* [MATERIAL FOR THIS TASK]
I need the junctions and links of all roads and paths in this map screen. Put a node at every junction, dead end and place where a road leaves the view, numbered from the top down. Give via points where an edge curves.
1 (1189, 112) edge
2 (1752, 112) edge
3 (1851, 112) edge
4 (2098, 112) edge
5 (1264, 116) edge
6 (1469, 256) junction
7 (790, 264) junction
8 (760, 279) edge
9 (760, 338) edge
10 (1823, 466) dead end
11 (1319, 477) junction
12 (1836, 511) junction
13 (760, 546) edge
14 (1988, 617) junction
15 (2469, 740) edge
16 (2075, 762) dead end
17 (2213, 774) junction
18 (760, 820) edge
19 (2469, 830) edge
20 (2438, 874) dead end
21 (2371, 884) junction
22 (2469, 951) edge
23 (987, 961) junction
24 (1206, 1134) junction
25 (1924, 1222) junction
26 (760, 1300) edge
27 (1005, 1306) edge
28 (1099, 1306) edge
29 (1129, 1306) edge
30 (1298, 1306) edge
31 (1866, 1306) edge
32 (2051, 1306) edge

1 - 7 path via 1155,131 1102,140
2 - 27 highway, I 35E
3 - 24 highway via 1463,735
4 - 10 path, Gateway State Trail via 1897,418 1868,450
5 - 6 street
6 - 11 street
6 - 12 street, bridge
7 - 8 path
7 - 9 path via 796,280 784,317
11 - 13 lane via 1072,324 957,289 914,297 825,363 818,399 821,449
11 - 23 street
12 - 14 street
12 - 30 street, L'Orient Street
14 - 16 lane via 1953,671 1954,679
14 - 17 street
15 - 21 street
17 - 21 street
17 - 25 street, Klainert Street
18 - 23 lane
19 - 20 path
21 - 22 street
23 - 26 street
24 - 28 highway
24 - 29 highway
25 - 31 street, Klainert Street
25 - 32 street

* [THE PROBLEM]
Whenever a line in the entries above includes the word "junction", pull that line out.

* [ANSWER TO THIS TASK]
I need the junctions and links of all roads and paths in this map screen. Put a node at every junction, dead end and place where a road leaves the view, numbered from the top down. Give via points where an edge curves.
6 (1469, 256) junction
7 (790, 264) junction
11 (1319, 477) junction
12 (1836, 511) junction
14 (1988, 617) junction
17 (2213, 774) junction
21 (2371, 884) junction
23 (987, 961) junction
24 (1206, 1134) junction
25 (1924, 1222) junction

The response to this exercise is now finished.